Além dos comandos por voz, os usuários poderão interagir por texto e utilizar um aplicativo dedicado. A nova Siri também será capaz de acessar dados pessoais do usuário, como mensagens, fotos e compromissos, para oferecer respostas mais contextualizadas.

A Apple afirma que a ferramenta foi projetada para funcionar de forma integrada ao ecossistema da empresa, aproveitando informações armazenadas no iPhone, iPad e Mac para executar tarefas mais complexas.

Estratégia é diferente da adotada pelos rivais

Enquanto empresas como OpenAI e Google investem bilhões no desenvolvimento de modelos próprios cada vez maiores, a Apple segue uma estratégia mais focada na experiência do usuário.

A companhia busca utilizar modelos de IA para fortalecer seus produtos e serviços, sem necessariamente competir diretamente na criação dos sistemas mais avançados do mercado. Parte da nova Siri utiliza integração com o Gemini, modelo desenvolvido pelo Google.

Analistas avaliam que essa abordagem pode permitir à empresa capturar valor da revolução da IA sem realizar investimentos na mesma escala de outras gigantes da tecnologia.

Ecossistema pode ser principal vantagem

Um dos diferenciais apontados por especialistas é a base instalada da Apple, que supera 2 bilhões de dispositivos ativos em todo o mundo.

A empresa já possui uma relação consolidada com seus usuários por meio do iPhone, iPad, Mac, Apple Watch e outros produtos. Isso pode facilitar a adoção da nova Siri em larga escala.

A integração entre hardware, software e serviços é vista como uma vantagem competitiva difícil de replicar por concorrentes.

Limitações ainda preocupam o mercado

Apesar das novidades, parte dos analistas recebeu o anúncio com cautela.

A nova Siri exigirá dispositivos mais recentes para funcionar plenamente. Estimativas indicam que mais de 1 bilhão de iPhones atualmente em uso não possuem os requisitos necessários para acessar todos os recursos da plataforma.

Além disso, o lançamento ocorrerá de forma gradual, com algumas funcionalidades previstas apenas para os próximos meses.

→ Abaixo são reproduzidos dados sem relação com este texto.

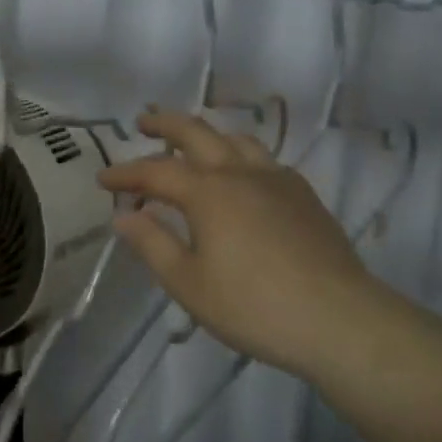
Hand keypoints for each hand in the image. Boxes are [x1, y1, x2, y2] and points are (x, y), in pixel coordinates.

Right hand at [99, 109, 389, 380]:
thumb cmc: (254, 306)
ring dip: (206, 134)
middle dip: (165, 124)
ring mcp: (276, 179)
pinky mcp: (303, 194)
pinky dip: (239, 155)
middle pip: (196, 132)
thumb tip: (124, 216)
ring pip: (235, 139)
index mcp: (208, 192)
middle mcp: (240, 172)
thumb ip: (153, 244)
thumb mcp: (189, 284)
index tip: (102, 178)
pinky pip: (264, 158)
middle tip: (143, 122)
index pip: (155, 171)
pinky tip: (242, 176)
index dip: (126, 173)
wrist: (339, 319)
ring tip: (192, 144)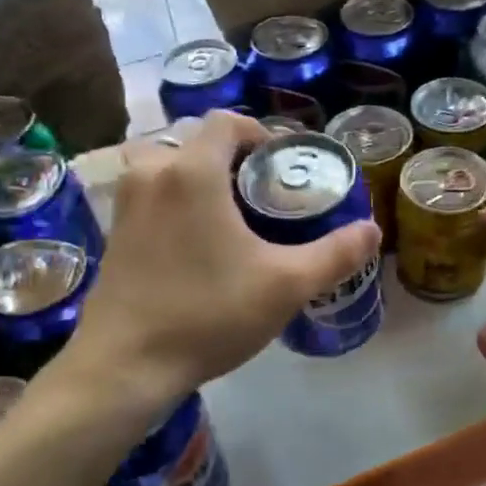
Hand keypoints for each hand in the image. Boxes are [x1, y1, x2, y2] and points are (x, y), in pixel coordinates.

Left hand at [50, 111, 380, 407]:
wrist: (125, 365)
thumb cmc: (208, 313)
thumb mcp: (286, 285)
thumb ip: (335, 254)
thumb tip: (372, 231)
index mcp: (192, 171)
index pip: (227, 120)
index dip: (260, 132)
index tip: (283, 164)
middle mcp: (152, 174)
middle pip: (196, 141)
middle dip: (232, 158)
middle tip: (263, 194)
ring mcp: (126, 203)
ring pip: (167, 167)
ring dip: (199, 177)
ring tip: (230, 214)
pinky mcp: (113, 233)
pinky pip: (150, 195)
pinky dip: (175, 200)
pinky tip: (198, 243)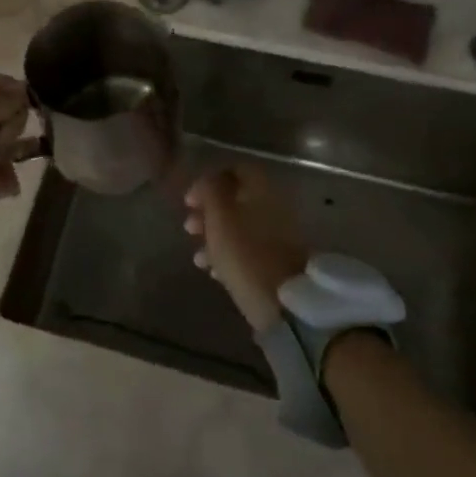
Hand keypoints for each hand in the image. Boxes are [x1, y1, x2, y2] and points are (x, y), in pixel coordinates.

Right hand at [182, 164, 307, 331]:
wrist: (286, 305)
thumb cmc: (246, 254)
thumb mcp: (220, 216)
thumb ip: (211, 190)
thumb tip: (207, 180)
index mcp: (263, 191)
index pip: (236, 171)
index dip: (210, 181)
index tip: (190, 200)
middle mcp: (274, 209)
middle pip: (237, 201)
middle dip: (209, 213)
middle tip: (189, 227)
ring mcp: (278, 238)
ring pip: (240, 228)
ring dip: (215, 237)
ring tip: (197, 256)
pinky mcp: (277, 265)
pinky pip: (248, 252)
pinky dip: (229, 257)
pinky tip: (212, 272)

Apple busca recuperar credibilidade

A reformulação da Siri também representa uma tentativa de recuperar a confiança do mercado após atrasos e promessas não entregues relacionadas ao Apple Intelligence, anunciado anteriormente pela companhia.

A empresa agora aposta em uma estratégia mais pragmática, focada na entrega gradual de recursos e na integração da inteligência artificial ao cotidiano dos usuários.

Corrida da IA está longe de terminar

Embora ainda enfrente desafios para alcançar concorrentes que lideraram a revolução da IA generativa, a Apple continua sendo uma das empresas mais influentes do setor de tecnologia.

Analistas avaliam que o sucesso da nova Siri dependerá menos da capacidade de superar modelos como ChatGPT ou Gemini e mais da habilidade da empresa em transformar a inteligência artificial em uma ferramenta útil para centenas de milhões de usuários.

Se conseguir executar essa estratégia, a Apple pode voltar a ocupar uma posição de destaque em um mercado que se tornou um dos mais disputados da tecnologia.